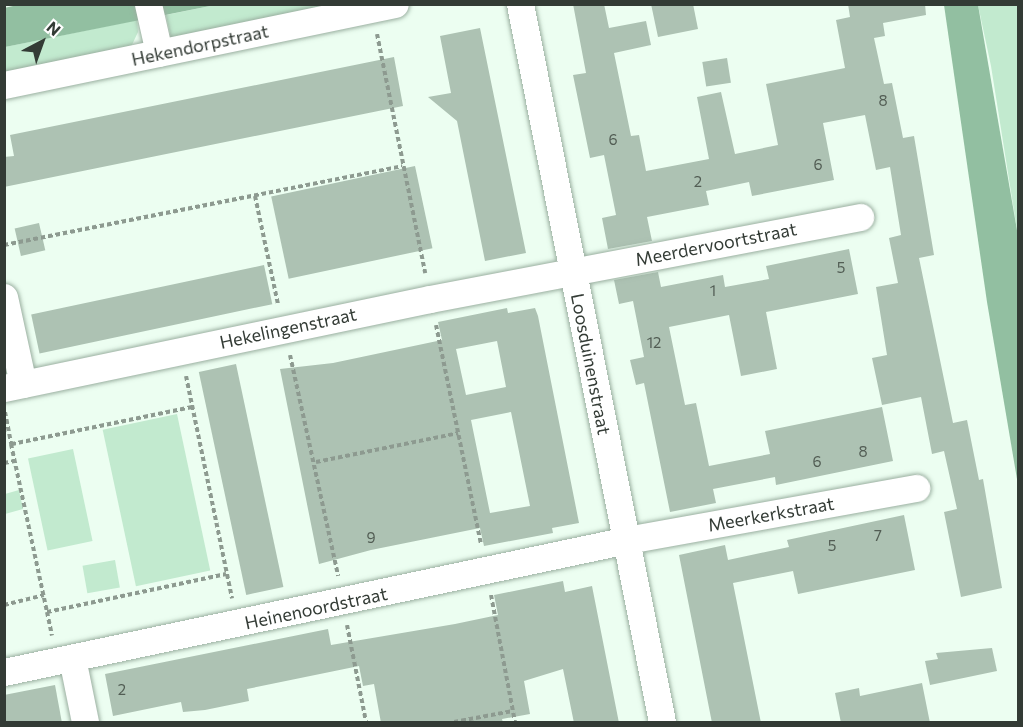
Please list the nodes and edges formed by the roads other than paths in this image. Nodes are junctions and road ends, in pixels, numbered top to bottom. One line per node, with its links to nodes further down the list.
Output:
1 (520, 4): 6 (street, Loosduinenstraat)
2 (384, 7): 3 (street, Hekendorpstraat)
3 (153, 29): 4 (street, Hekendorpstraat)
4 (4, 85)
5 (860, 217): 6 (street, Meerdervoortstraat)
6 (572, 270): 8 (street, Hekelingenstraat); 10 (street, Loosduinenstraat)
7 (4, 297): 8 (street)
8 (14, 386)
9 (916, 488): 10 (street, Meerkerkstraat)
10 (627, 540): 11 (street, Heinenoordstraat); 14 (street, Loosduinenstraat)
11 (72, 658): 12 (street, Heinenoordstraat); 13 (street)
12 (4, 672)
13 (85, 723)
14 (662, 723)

- - - - -

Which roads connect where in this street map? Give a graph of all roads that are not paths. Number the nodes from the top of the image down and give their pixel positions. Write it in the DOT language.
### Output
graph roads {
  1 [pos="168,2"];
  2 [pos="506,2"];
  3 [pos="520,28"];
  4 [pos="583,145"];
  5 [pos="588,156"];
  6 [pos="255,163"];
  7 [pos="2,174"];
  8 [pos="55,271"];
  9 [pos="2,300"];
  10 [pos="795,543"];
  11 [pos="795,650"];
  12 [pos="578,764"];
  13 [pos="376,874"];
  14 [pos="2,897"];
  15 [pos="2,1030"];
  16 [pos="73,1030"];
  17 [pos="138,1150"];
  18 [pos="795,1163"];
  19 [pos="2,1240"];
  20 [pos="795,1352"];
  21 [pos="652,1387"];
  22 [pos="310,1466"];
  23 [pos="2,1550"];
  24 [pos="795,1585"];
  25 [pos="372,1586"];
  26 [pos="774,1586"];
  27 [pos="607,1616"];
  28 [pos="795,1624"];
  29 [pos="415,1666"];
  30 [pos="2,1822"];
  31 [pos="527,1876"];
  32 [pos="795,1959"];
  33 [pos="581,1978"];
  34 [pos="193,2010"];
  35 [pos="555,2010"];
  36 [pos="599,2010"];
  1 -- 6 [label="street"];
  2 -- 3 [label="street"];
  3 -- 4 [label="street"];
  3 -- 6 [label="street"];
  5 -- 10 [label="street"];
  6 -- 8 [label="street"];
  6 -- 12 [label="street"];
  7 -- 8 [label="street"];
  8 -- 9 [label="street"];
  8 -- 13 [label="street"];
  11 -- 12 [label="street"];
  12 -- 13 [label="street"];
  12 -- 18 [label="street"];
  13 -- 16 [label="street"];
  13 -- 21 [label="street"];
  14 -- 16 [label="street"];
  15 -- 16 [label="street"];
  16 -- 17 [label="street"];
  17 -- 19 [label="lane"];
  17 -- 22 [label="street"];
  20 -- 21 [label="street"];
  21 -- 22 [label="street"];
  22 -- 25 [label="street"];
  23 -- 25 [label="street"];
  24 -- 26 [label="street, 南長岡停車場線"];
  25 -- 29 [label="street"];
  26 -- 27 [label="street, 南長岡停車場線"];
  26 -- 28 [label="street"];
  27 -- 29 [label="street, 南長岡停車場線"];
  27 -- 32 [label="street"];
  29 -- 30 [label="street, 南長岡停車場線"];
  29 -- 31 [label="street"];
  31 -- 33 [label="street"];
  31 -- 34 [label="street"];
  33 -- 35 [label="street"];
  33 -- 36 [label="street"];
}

- - - - -

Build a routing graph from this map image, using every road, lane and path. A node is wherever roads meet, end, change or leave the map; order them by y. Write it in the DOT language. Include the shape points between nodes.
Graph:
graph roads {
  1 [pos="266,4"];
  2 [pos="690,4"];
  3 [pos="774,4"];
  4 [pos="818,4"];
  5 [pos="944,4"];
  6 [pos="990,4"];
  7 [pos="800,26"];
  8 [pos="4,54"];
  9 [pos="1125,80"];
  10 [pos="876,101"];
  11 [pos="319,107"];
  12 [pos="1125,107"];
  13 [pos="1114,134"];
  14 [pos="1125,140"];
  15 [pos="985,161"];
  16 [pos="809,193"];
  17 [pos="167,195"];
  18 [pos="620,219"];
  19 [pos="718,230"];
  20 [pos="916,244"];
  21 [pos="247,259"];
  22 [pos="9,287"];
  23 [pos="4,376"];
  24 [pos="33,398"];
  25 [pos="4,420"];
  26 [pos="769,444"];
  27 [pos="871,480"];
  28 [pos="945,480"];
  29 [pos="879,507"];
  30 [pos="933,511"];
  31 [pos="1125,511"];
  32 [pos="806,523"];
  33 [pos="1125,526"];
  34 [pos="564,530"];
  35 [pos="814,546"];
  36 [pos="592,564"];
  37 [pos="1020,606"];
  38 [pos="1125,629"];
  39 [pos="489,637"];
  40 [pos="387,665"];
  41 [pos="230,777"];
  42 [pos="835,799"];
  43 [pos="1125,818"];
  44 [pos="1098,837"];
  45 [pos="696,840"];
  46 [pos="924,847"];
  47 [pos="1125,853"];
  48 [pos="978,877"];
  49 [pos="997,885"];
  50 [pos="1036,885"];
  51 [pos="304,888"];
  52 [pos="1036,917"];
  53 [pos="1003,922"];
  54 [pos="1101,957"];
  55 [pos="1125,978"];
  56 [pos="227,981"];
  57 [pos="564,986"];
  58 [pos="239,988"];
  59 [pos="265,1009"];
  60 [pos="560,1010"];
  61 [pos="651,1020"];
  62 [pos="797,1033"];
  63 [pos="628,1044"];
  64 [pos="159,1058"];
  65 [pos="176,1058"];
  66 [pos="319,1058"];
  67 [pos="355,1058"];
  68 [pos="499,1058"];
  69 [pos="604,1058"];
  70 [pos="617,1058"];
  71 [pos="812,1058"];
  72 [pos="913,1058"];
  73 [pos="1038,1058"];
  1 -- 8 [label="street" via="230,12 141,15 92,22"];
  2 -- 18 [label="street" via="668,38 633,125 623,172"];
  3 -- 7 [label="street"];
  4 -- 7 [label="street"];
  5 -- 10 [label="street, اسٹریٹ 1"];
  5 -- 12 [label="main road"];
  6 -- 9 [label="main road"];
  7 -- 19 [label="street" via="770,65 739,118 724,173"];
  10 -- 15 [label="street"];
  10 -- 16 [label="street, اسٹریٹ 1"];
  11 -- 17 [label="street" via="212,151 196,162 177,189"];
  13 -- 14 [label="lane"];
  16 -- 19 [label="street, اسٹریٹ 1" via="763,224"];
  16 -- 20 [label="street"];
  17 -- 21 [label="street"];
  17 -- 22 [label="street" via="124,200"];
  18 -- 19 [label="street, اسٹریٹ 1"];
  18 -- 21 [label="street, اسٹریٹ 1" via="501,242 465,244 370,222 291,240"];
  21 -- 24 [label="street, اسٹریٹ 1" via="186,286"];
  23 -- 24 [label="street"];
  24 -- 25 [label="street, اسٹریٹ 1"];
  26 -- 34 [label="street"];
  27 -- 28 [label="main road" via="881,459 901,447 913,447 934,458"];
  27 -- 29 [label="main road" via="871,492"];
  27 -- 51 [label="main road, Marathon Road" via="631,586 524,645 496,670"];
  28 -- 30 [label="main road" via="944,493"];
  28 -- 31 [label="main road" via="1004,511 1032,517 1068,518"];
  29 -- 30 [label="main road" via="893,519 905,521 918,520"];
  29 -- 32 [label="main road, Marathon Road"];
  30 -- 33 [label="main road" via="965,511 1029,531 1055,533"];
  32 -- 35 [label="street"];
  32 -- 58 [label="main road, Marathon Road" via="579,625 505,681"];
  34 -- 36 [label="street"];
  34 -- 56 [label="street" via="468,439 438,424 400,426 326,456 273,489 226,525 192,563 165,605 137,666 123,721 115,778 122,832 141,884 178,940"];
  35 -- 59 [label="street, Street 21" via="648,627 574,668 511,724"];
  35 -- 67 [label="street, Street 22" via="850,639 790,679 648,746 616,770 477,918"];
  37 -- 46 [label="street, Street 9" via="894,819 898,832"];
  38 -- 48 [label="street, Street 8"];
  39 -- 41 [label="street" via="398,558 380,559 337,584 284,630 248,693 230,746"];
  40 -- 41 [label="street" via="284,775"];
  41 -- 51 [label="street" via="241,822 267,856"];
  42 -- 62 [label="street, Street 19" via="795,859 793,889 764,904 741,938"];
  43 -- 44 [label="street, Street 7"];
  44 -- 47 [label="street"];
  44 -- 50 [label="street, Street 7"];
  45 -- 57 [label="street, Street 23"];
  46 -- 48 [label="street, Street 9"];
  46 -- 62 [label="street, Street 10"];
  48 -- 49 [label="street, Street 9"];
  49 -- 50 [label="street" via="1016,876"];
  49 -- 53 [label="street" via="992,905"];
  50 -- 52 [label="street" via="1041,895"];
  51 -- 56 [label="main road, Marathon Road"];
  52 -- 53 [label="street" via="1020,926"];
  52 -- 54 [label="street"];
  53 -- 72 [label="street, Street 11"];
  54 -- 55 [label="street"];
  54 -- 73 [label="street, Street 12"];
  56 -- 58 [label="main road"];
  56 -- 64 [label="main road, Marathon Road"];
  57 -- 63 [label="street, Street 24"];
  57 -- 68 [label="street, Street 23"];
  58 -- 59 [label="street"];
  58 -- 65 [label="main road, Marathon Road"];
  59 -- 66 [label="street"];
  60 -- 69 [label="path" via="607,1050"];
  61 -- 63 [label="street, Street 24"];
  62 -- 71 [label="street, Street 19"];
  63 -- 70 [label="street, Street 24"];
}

- - - - -

§ DESCRIPTION OF THE TASK
Return a copy of each line in the entries that carries the string "paths".

§ SOLUTION TO THE PROBLEM
Please list the nodes and edges formed by the roads other than paths in this image. Nodes are junctions and road ends, in pixels, numbered top to bottom. One line per node, with its links to nodes further down the list.
Which roads connect where in this street map? Give a graph of all roads that are not paths. Number the nodes from the top of the image down and give their pixel positions. Write it in the DOT language.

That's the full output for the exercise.